From the line containing "index tip: (263, 328)" to the final line of the material below, copy each line exactly, including both endpoints, and leave out all other lines.

- - - -

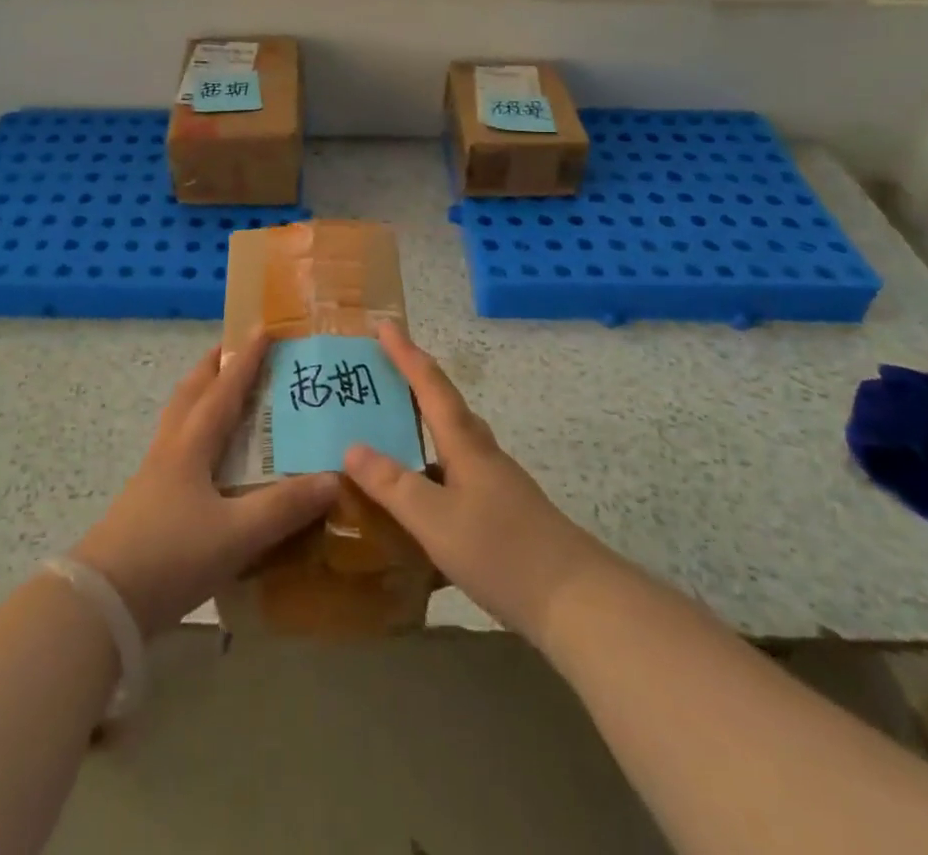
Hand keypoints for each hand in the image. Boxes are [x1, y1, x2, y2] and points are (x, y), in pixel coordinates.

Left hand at [72, 337, 339, 635]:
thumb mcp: (236, 534)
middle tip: (236, 349)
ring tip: (223, 392)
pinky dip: (195, 431)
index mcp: (192, 444)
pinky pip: (176, 446)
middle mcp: (171, 448)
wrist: (102, 601)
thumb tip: (333, 479)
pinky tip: (209, 456)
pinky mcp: (147, 500)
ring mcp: (154, 474)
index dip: (245, 359)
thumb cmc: (171, 556)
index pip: (224, 389)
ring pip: (179, 418)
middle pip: (191, 392)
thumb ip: (284, 508)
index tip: (263, 328)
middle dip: (214, 366)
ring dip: (201, 395)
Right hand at [343, 321, 602, 643]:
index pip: (430, 385)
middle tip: (378, 375)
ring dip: (421, 428)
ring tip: (387, 435)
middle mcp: (481, 454)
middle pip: (445, 406)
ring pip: (451, 442)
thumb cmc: (502, 550)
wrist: (576, 602)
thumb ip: (392, 484)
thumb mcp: (435, 520)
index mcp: (465, 444)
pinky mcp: (502, 512)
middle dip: (412, 384)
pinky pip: (456, 475)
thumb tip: (352, 447)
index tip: (383, 325)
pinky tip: (418, 500)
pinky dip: (431, 472)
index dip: (405, 353)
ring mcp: (495, 483)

- - - -

- Exercise response:
index tip: (263, 328)
middle dip: (214, 366)
ring dip: (201, 395)
Right hand at [343, 321, 602, 643]:
index pip: (430, 385)
middle tip: (378, 375)
ring dip: (421, 428)
ring tip: (387, 435)
middle mcp: (481, 454)
middle pip: (445, 406)
ring pip: (451, 442)
thumb cmc: (502, 550)
wrist: (576, 602)
thumb ip: (392, 484)
thumb mcp: (435, 520)
index mcp: (465, 444)
pinky mcp: (502, 512)
middle dip: (412, 384)
pinky pip: (456, 475)
thumb tip: (352, 447)
index tip: (383, 325)
pinky tip: (418, 500)
pinky dip: (431, 472)
index dip: (405, 353)
ring mcp: (495, 483)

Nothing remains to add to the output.